What do we do now? We’ve found paradise in Koh Kut. We found our home again in Pai. Is it possible to find anything that will beat those two recent experiences? As much as we work to avoid trying to recreate those adventures it seems to be human nature to look back and try to find them again as we travel. With all this in mind we shrugged our shoulders, picked a direction, and headed on down the road.
We decide to head to Chiang Rai with the idea of eventually crossing to Laos again. In order to get to Chiang Rai we had to travel back down from Pai to Chiang Mai by minivan and then catch a large bus called Green Bus at the Arcade bus station to Chiang Rai. We did the whole thing in two days with an easy bus ride each day. Chiang Mai to Chiang Rai was about 3.5 hours. side note: all the books say the 3 hour minivan ride from Pia to Chang Mai will make you sick because of the windy roads but we say HA. It is nothing compared to the road between Vientiane and Vang Vieng. We are very far north now, about horizontal with Luang Prabang in Laos. North does not mean less heat though; temperatures are in the 90s everyday. After getting off the bus in Chiang Rai we walked to an inexpensive hotel called Baan Worboradee; 500 baht per night. Hot water, air con, and reasonably comfortable beds.
Chiang Rai is not really a tourist town compared to Chiang Mai and Pai. A short walk away from our hotel is a night market with a good energy and many little stalls selling all kinds of food.
We tried a local sausage filled with rice. Better than any hot dog I ever had.
We also tried the local crispy bugs. My favorite are the crickets. Nice and crispy with a salty fried taste. Just close your eyes and imagine popcorn. It’s really not bad. Long ago the bugs were an important source of protein for the locals during the dry season. They have perfected cooking them and sizes range from large bugs (do not look appetizing to me) to small larvae with crickets and crunchy medium size insects in between.
My favorite market experience in Chiang Rai was a Saturday night walking street where what feels like the entire city turns out for a stroll down a main street lined with vendors selling just about everything. All of the locals are there people watching or shopping. Young children from a local school are dancing ancient Lanna dance or amazing local teenage kids are performing flips and spins as they show off their house dancing moves.
As we strolled along it felt a little bit like I had gone back in time to the days growing up in Santa Maria when we would all cruise the main street at night or hang out at the local Jack in the Box (fast food joint) so we could watch our friends drive by.
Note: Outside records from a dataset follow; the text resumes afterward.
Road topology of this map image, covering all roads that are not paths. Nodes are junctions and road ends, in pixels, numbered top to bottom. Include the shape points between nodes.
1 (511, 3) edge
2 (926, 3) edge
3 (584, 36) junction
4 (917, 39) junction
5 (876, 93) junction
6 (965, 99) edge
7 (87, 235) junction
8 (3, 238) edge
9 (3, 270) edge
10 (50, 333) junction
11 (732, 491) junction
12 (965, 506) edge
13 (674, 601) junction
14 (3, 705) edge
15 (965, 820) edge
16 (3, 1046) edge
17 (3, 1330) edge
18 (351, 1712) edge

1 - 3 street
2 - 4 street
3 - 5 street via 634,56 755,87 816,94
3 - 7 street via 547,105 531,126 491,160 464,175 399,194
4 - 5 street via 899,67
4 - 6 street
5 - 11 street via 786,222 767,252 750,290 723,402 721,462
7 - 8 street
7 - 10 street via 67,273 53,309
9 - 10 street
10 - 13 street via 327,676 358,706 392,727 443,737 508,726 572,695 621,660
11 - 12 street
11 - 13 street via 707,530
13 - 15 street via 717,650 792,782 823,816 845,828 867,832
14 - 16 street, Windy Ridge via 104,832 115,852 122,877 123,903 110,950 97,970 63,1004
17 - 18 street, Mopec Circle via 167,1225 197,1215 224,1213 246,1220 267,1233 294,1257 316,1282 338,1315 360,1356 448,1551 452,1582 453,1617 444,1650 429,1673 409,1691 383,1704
A local social event and a harmless way to spend Saturday night rubbing elbows with your neighbors.
Michel and I found ourselves tiring of the city life very quickly so we opted for one of favorite things to do; a river trip.
There are long tail boats running up and down the river between Chiang Rai and a small town near the Burmese border called Tha Ton.
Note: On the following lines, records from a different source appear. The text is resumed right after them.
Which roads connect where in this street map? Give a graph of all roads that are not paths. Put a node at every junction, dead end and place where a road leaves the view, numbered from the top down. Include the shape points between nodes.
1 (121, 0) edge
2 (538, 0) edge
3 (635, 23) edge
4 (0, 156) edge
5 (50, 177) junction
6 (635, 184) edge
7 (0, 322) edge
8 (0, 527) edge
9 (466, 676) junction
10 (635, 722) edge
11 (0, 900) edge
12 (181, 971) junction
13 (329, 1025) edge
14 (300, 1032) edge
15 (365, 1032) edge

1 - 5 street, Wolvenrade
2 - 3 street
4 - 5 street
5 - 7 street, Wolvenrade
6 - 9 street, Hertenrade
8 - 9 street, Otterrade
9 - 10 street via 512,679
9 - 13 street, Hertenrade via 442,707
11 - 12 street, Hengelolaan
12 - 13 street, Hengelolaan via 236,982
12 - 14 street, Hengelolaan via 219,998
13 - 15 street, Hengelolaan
As usual the river trip was complete bliss. We travelled through the valley of Chiang Rai and then up into the mountains above.
Our boat was full of tourists on a “tour” heading up to a local elephant camp.
We dropped them off after an hour or so and had the boat almost to ourselves the rest of the way.
We watched the locals fishing and filling their boats with clams that live in the riverbed.
Occasionally the captain would stop to drop off or pick up a local along the way. The Kok river is very low now and we did run a ground once. Michel and the captain both jumped into the water to push us back on course.
As we continued up the river the already hazy skies grew increasingly grey. The locals up in the north practice slash and burn agriculture.
This means in March and April, before the rain starts, they burn their fields in preparation for planting again. Air quality can get pretty bad. As we continued up the river we observed fires burning along the way.
After a 3.5 hour ride we arrived at the lovely little town called Tha Ton. Up on the hill are 9 levels of temples to explore. The town is small and the people here are wonderful.
We are home again for a little while.
Categories: Thailand Travel
Yummmm, Bugs for dinneer!!! I don’t know if I could be so brave to try that. 🙂 Beautiful pictures. Have you been able to interact with elephants or ride? The boat ride and market look wonderful. Thanks for writing/sharing your adventure!
Love you both,
No, whenever I have been close to the elephants I have felt bad for them. There are some elephant camps that really care, still looking for one of those.